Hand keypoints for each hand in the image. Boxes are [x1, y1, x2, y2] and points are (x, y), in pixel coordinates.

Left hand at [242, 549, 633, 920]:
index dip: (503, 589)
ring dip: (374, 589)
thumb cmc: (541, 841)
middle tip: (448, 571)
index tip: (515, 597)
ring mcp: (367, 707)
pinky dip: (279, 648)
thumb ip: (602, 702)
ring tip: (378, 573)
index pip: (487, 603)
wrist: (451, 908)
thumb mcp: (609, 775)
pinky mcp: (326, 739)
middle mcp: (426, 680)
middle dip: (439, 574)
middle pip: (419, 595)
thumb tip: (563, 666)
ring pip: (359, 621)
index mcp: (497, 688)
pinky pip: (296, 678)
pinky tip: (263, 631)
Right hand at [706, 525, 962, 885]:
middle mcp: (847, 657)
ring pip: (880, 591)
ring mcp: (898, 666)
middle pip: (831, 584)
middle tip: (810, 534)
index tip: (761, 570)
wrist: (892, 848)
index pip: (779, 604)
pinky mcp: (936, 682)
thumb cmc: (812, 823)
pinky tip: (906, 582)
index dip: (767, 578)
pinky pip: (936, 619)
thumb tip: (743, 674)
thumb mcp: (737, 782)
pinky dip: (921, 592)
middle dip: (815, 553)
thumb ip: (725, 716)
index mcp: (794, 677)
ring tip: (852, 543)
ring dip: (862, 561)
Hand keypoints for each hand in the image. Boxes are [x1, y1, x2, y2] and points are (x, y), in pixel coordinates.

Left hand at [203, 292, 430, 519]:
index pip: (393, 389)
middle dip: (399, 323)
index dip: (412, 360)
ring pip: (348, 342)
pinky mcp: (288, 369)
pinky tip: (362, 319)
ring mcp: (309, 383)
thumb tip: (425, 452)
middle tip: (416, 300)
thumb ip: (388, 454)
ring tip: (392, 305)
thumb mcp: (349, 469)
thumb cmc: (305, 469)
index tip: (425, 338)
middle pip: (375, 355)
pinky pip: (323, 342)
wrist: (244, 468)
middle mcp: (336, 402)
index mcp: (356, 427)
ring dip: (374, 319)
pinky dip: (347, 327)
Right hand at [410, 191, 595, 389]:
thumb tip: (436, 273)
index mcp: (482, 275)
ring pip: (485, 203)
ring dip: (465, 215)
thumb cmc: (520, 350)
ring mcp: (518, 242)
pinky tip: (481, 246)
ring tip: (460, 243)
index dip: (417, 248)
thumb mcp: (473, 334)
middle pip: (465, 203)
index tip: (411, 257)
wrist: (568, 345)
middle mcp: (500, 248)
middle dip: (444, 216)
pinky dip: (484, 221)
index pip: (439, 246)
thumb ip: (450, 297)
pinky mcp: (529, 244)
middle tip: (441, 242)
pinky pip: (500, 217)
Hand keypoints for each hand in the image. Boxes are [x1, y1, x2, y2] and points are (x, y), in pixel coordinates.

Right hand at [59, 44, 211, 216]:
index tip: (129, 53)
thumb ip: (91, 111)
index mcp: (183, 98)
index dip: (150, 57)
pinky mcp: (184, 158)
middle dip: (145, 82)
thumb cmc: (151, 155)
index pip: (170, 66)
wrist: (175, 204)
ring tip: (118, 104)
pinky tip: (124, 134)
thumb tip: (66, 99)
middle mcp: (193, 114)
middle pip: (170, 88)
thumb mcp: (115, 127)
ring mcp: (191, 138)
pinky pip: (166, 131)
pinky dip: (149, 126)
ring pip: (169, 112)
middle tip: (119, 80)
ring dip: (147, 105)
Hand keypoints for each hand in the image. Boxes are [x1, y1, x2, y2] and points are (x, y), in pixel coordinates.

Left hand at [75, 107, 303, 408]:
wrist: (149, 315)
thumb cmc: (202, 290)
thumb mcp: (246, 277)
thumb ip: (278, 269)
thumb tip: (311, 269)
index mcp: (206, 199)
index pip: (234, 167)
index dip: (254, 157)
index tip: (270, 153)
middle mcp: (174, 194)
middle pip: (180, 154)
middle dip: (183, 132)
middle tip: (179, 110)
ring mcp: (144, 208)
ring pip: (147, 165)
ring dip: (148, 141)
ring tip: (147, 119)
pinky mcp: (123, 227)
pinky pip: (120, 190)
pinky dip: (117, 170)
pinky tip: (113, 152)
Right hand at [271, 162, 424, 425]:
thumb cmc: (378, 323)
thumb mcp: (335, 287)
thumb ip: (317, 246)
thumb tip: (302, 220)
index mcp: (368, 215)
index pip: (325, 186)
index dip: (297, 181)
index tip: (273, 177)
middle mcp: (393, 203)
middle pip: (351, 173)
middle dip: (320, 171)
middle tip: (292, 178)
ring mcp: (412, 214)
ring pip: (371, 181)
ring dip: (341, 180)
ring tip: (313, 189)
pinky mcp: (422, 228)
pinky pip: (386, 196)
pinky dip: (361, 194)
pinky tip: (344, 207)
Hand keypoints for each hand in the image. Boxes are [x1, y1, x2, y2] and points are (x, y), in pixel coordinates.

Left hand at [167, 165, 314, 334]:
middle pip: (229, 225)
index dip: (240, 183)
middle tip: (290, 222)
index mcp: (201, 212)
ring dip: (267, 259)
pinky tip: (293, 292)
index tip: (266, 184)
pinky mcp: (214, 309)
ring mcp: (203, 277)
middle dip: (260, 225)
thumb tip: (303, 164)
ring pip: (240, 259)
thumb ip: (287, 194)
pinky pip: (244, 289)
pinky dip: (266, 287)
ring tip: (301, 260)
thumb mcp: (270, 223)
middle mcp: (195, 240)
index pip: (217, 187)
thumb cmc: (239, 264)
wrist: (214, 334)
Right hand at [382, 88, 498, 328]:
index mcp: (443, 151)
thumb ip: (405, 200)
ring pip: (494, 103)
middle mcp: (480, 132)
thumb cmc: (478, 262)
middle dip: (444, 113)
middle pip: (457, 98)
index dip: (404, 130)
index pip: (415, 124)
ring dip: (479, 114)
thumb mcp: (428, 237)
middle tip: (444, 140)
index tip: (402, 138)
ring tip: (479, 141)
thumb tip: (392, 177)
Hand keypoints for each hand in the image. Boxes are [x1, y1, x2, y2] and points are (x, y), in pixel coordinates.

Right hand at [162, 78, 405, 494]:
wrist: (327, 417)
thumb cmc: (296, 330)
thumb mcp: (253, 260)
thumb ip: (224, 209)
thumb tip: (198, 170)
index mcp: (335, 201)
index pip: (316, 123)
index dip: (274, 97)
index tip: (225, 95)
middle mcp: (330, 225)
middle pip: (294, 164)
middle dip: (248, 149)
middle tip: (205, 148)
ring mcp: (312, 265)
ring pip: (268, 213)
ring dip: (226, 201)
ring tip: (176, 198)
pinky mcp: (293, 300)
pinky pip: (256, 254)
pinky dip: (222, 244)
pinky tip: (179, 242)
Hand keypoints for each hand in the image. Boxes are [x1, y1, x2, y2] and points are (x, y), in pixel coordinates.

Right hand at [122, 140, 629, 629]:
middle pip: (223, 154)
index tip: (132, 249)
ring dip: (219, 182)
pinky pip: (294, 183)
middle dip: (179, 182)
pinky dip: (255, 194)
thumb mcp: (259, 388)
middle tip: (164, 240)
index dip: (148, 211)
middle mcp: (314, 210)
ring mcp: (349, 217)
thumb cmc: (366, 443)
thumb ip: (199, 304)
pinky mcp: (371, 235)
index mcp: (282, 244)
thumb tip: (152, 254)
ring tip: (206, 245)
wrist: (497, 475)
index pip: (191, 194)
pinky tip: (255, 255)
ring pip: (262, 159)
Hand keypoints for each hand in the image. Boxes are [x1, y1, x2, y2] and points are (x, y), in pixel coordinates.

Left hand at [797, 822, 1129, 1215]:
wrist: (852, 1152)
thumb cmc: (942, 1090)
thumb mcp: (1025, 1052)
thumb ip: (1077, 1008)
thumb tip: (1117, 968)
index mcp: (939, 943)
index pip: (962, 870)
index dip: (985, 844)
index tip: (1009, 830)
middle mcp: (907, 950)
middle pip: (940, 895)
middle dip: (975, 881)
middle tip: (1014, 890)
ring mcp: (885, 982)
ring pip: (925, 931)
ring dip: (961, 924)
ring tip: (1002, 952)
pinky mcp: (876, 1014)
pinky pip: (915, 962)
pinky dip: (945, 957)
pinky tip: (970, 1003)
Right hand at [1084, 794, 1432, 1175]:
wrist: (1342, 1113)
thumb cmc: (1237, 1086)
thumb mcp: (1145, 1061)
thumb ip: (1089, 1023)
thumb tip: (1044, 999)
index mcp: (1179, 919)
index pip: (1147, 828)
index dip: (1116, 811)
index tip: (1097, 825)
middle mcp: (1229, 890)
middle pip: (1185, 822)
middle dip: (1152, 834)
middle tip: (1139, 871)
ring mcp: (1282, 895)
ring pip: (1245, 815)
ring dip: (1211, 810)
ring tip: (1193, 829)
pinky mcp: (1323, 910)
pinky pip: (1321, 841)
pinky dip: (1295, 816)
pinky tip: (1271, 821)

◇ ◇ ◇ ◇ ◇ ◇ ◇

■ What to do
Within the data above, the span starting at the line containing "ring dip: (961, 924)" and ending at the line containing "index tip: (1097, 825)" is to be retyped exactly, with no other lines.

■ Answer for this exercise
ring dip: (961, 924)
ring tip: (1002, 952)
pinky mcp: (876, 1014)
pinky pip: (915, 962)
pinky dip: (945, 957)
pinky tip: (970, 1003)
Right hand at [1084, 794, 1432, 1175]:
wrist: (1342, 1113)
thumb cmc: (1237, 1086)
thumb mcp: (1145, 1061)
thumb ip: (1089, 1023)
thumb tip: (1044, 999)
index mcp: (1179, 919)
index pip: (1147, 828)
index dip: (1116, 811)
index tip: (1097, 825)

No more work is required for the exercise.